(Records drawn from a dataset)

····················

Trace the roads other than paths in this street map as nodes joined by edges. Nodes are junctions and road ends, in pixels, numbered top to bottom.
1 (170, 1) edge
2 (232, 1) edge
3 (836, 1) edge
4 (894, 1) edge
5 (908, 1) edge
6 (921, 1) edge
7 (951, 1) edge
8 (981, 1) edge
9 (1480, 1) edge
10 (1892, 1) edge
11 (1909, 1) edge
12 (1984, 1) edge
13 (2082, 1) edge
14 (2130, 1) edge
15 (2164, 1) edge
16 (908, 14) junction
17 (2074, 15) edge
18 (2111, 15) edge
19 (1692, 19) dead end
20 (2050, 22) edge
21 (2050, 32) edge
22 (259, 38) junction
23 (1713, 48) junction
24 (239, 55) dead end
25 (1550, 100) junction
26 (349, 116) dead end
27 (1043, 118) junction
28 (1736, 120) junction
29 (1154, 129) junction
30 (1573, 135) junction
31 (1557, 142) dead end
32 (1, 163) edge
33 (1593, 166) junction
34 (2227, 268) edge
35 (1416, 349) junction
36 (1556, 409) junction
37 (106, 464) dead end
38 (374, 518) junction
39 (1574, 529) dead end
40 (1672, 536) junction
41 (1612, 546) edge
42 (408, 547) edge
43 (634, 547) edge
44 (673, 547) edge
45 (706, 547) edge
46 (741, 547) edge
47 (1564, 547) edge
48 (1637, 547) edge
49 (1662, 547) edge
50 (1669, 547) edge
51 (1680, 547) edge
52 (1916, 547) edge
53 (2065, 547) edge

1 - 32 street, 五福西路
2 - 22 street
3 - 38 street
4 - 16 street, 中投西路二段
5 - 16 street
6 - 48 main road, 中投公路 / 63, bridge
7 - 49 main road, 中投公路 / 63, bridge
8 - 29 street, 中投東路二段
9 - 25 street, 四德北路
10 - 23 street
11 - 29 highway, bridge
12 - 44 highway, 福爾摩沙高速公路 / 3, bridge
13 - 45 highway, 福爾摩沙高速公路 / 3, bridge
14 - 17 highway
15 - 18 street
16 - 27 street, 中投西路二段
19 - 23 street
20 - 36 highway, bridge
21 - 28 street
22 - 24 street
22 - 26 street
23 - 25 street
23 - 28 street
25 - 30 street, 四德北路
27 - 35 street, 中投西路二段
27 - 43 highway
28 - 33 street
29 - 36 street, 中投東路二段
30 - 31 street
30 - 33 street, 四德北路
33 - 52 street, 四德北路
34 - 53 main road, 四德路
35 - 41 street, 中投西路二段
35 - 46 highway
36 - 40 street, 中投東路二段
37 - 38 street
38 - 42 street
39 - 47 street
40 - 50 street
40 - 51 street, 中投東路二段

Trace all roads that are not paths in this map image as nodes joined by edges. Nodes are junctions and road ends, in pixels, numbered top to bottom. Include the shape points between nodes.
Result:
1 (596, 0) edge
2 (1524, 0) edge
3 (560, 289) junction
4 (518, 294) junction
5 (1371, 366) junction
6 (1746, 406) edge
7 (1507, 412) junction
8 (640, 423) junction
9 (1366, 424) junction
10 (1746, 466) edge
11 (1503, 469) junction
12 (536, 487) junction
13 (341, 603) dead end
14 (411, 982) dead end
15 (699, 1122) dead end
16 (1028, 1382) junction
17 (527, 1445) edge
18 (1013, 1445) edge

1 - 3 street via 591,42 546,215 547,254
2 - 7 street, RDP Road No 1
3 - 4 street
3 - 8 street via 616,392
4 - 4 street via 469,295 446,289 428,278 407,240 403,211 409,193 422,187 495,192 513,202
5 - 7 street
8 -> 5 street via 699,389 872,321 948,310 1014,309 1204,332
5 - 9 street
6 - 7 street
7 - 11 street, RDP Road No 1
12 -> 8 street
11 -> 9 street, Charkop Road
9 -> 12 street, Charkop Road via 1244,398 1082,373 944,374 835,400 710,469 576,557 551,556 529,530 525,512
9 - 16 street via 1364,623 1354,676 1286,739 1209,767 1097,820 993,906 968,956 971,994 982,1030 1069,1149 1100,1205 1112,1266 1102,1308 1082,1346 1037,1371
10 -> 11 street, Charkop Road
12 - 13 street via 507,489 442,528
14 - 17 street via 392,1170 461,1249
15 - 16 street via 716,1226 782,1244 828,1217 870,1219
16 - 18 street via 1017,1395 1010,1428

····················

* _What is required_:
Copy each line from the entries above that has the word "junctions" in it.

* _Output_:
Trace the roads other than paths in this street map as nodes joined by edges. Nodes are junctions and road ends, in pixels, numbered top to bottom.
Trace all roads that are not paths in this map image as nodes joined by edges. Nodes are junctions and road ends, in pixels, numbered top to bottom. Include the shape points between nodes.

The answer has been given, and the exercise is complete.